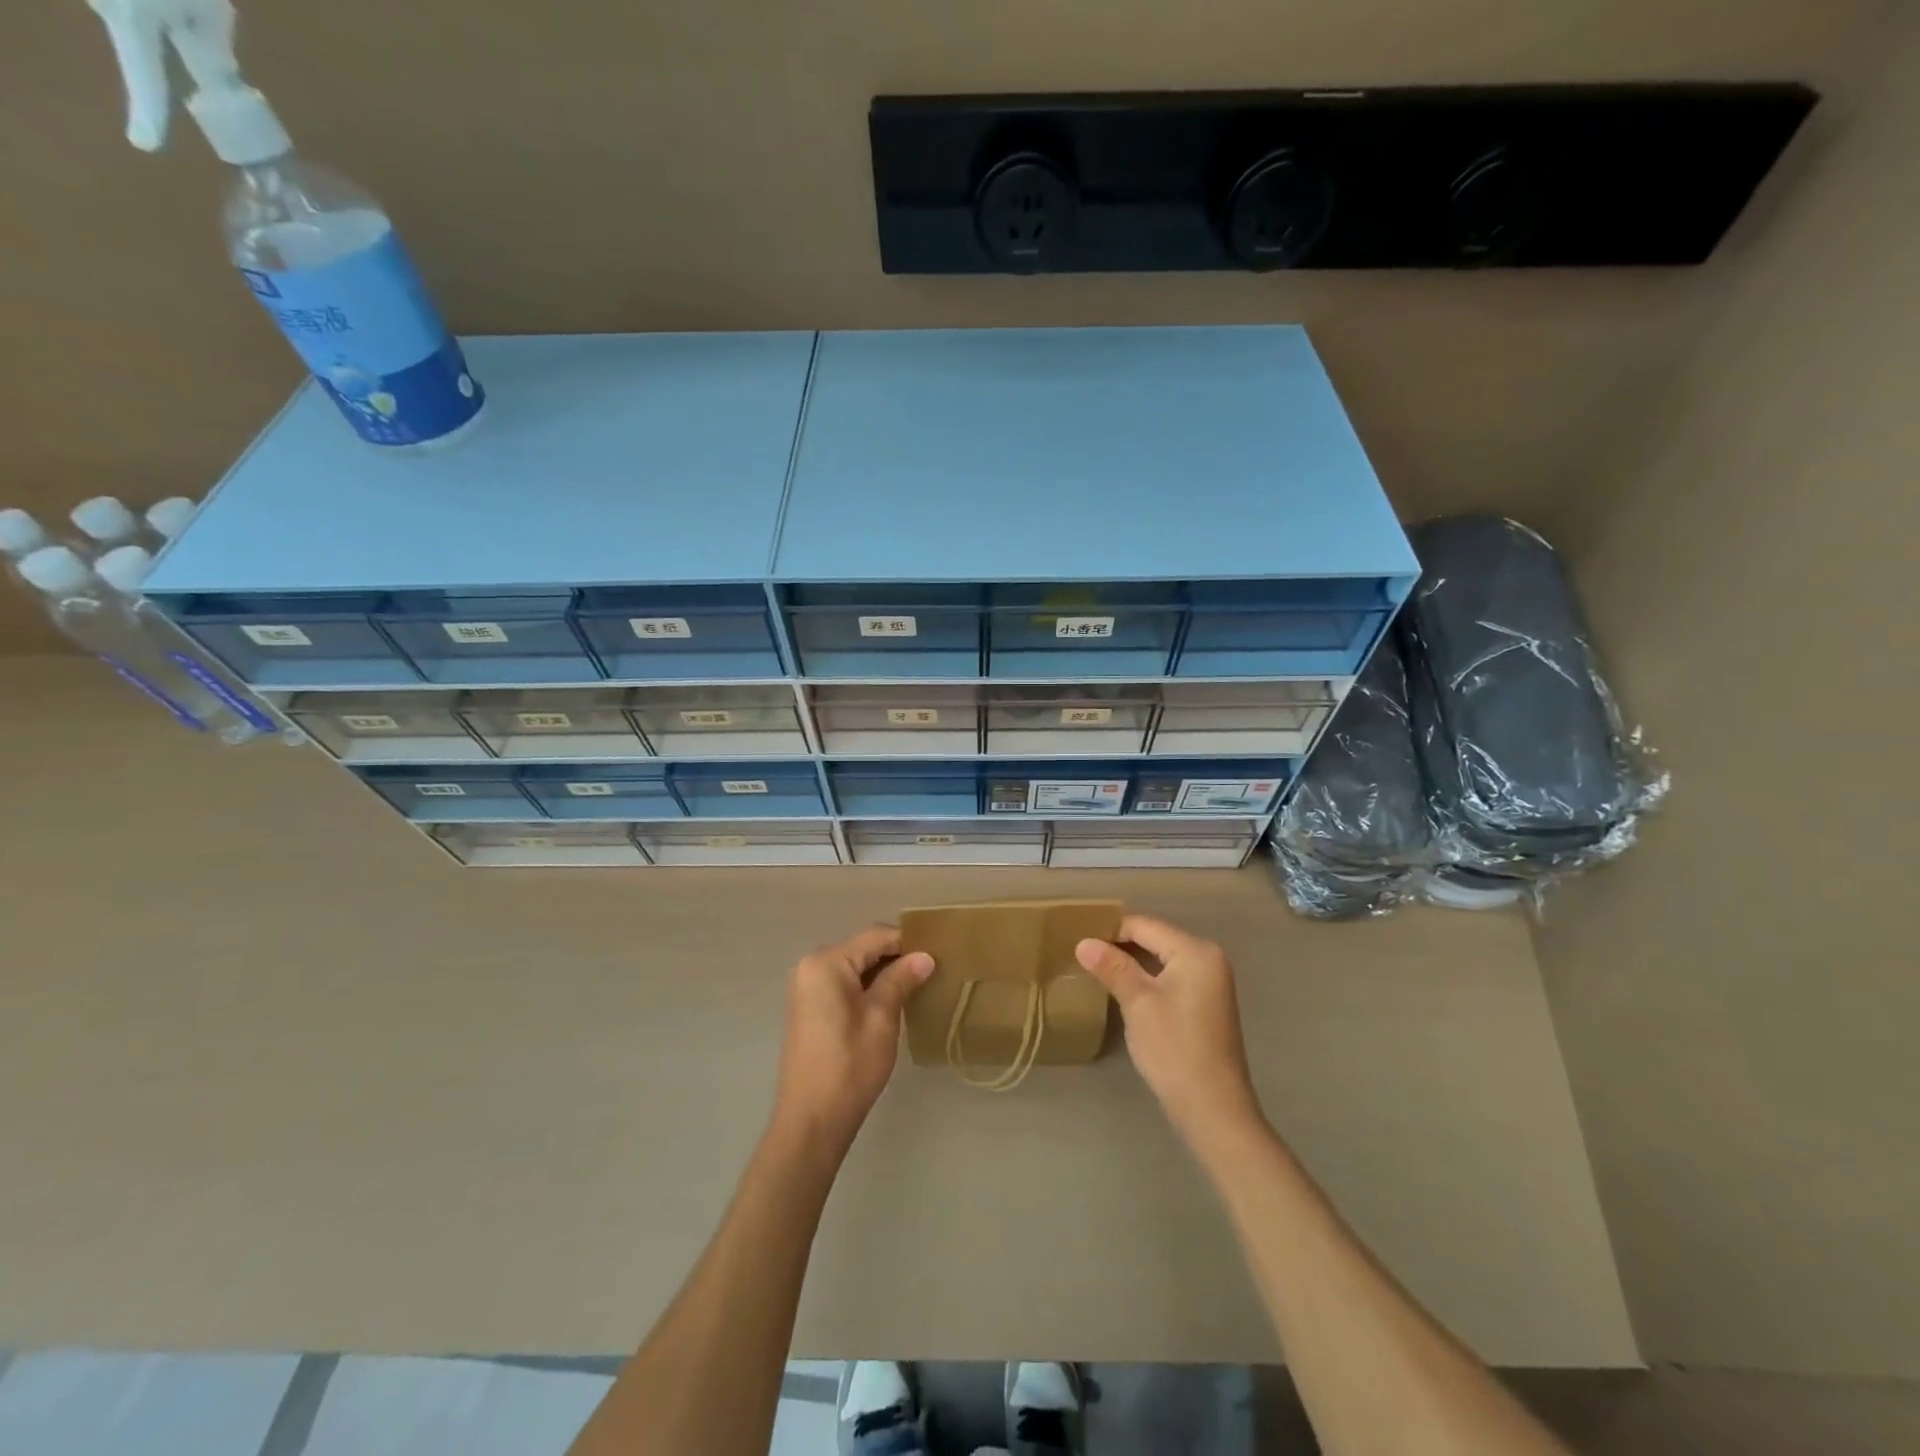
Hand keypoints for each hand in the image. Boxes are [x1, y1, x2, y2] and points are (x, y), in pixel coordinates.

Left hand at [769, 925, 933, 1156]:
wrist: (812, 1121)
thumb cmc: (850, 1066)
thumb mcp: (882, 1018)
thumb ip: (901, 979)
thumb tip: (925, 956)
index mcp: (827, 962)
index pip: (876, 935)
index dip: (908, 941)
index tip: (939, 952)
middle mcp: (811, 965)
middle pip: (863, 948)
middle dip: (897, 956)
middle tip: (932, 970)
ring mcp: (807, 986)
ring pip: (854, 966)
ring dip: (883, 973)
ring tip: (918, 985)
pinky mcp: (809, 1006)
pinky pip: (843, 983)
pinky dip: (867, 987)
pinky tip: (891, 1001)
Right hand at [1075, 914, 1261, 1140]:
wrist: (1213, 1110)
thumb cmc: (1174, 1049)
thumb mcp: (1138, 1003)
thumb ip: (1112, 967)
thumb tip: (1083, 942)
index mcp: (1196, 951)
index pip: (1145, 925)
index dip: (1110, 930)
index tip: (1078, 940)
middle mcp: (1208, 958)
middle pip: (1155, 938)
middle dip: (1120, 945)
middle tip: (1083, 954)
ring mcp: (1211, 982)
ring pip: (1161, 959)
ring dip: (1131, 962)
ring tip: (1096, 970)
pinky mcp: (1206, 1003)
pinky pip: (1170, 977)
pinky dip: (1147, 978)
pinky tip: (1124, 990)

::::::::::

- [The problem]:
Return, word for word, each line from the line that contains "middle tip: (1083, 954)" to the end of the listing above; include both end lines and nothing else.

- [Your response]:
middle tip: (1083, 954)
ring mcp: (1211, 982)
ring pip: (1161, 959)
ring dip: (1131, 962)
ring tip: (1096, 970)
pinky mcp: (1206, 1003)
pinky pip: (1170, 977)
pinky dip: (1147, 978)
pinky tip: (1124, 990)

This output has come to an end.